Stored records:

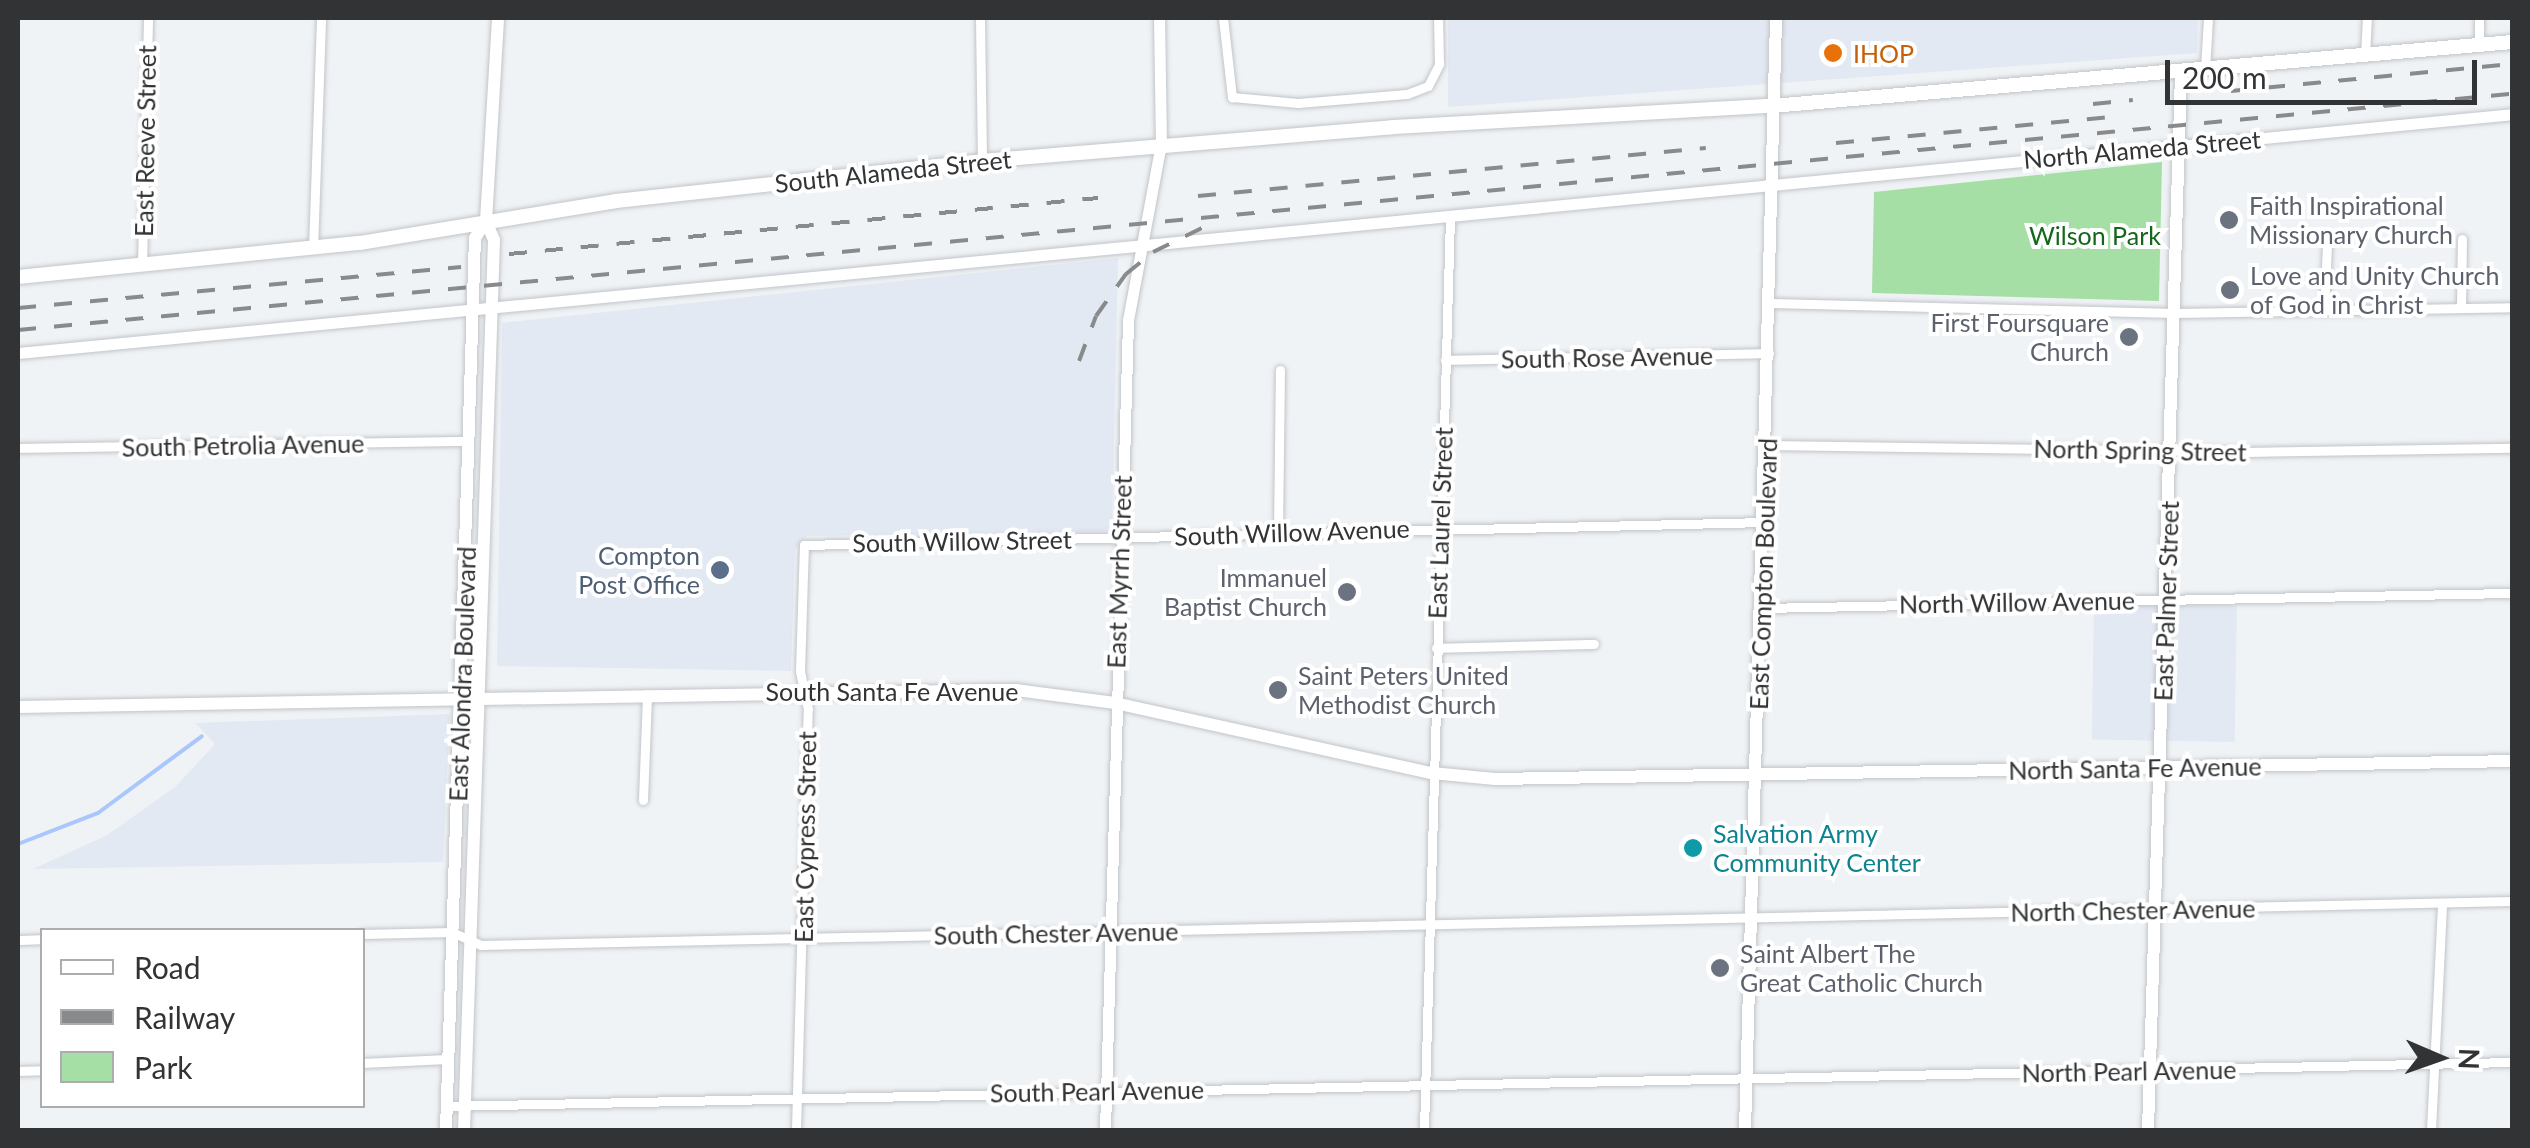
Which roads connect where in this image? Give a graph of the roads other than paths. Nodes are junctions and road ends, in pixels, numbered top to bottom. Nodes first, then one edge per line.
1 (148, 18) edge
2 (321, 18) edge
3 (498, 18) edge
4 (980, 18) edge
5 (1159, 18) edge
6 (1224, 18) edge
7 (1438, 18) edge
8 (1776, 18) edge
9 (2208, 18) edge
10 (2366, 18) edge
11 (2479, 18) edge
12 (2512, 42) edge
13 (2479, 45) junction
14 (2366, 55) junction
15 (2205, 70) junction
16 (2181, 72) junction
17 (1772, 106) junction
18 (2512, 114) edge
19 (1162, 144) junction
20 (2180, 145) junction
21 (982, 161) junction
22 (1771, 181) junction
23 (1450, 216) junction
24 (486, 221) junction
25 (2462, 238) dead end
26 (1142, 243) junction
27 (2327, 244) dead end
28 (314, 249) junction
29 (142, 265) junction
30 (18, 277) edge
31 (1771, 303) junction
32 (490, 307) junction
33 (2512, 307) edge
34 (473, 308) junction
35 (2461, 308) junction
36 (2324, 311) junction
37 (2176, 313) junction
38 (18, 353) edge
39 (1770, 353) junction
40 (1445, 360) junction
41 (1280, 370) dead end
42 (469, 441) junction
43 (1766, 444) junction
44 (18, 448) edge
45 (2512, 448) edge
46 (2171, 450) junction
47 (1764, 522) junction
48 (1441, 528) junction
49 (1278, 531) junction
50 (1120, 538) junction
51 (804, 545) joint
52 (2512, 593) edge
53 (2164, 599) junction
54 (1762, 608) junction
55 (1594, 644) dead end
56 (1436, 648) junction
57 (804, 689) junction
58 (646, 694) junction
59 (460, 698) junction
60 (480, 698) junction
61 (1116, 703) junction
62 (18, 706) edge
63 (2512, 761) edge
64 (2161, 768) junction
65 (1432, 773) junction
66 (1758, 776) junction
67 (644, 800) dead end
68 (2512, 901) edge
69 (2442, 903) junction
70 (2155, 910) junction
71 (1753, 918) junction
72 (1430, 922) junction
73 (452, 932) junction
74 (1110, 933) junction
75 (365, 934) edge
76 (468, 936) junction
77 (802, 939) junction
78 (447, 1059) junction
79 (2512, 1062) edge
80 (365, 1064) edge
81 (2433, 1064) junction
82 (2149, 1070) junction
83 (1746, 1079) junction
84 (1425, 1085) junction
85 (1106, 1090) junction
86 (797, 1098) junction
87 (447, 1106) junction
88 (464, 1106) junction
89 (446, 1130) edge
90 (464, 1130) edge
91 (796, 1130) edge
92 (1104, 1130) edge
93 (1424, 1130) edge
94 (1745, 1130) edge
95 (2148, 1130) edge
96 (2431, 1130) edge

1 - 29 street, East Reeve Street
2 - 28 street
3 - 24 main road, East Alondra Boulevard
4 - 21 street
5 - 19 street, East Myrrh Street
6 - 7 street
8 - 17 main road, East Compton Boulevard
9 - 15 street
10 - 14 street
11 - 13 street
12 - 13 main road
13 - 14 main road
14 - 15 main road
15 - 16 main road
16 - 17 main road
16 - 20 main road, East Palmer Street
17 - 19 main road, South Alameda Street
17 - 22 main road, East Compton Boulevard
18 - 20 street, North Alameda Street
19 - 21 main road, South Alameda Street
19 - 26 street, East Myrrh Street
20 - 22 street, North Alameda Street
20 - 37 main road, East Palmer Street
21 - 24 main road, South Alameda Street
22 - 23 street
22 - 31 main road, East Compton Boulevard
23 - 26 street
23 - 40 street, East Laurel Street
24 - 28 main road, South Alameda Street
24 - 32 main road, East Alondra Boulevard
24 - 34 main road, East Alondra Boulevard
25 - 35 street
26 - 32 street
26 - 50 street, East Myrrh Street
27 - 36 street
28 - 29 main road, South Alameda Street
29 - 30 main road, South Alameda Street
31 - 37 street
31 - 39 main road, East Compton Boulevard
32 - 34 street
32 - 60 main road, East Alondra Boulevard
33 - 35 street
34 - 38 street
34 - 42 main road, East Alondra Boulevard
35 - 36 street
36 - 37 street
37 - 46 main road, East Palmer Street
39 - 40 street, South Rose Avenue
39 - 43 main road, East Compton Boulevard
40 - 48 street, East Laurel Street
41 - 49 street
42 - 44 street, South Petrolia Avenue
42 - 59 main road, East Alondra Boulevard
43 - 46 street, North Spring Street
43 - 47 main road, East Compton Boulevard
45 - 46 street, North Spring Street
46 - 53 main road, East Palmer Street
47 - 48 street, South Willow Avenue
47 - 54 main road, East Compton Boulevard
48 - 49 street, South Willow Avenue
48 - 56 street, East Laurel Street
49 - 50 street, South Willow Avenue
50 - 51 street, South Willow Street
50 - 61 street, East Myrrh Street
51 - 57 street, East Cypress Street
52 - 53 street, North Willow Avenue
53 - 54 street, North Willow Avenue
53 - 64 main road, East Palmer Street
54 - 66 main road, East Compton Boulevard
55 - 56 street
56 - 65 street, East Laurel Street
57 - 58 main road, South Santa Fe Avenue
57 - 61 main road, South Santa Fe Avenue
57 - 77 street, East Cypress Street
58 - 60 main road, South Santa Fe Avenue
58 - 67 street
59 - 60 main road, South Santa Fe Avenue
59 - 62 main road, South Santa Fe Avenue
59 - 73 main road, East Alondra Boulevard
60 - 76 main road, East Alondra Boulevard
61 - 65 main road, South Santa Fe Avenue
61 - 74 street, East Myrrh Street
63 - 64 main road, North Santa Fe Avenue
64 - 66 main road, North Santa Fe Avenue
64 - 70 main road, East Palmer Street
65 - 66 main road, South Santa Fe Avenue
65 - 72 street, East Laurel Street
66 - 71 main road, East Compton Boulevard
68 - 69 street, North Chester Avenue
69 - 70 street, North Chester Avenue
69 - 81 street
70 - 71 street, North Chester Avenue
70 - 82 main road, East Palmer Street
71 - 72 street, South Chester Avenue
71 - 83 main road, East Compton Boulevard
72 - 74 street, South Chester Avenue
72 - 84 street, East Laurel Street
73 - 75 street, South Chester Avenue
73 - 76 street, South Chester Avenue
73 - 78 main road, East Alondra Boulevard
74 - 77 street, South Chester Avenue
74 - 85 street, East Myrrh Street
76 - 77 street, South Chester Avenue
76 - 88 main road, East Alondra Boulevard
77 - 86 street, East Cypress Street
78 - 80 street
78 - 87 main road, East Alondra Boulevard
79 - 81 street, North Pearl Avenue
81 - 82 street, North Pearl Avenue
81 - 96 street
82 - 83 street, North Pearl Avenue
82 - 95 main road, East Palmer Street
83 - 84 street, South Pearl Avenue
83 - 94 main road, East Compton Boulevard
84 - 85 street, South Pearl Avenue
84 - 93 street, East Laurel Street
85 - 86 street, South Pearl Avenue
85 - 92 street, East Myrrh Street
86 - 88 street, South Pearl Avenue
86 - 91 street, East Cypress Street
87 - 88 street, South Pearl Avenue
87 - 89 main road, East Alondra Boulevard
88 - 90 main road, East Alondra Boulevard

### Assigned task
Every line above holding the string "Pearl" should be listed.

### Solution to this problem
79 - 81 street, North Pearl Avenue
81 - 82 street, North Pearl Avenue
82 - 83 street, North Pearl Avenue
83 - 84 street, South Pearl Avenue
84 - 85 street, South Pearl Avenue
85 - 86 street, South Pearl Avenue
86 - 88 street, South Pearl Avenue
87 - 88 street, South Pearl Avenue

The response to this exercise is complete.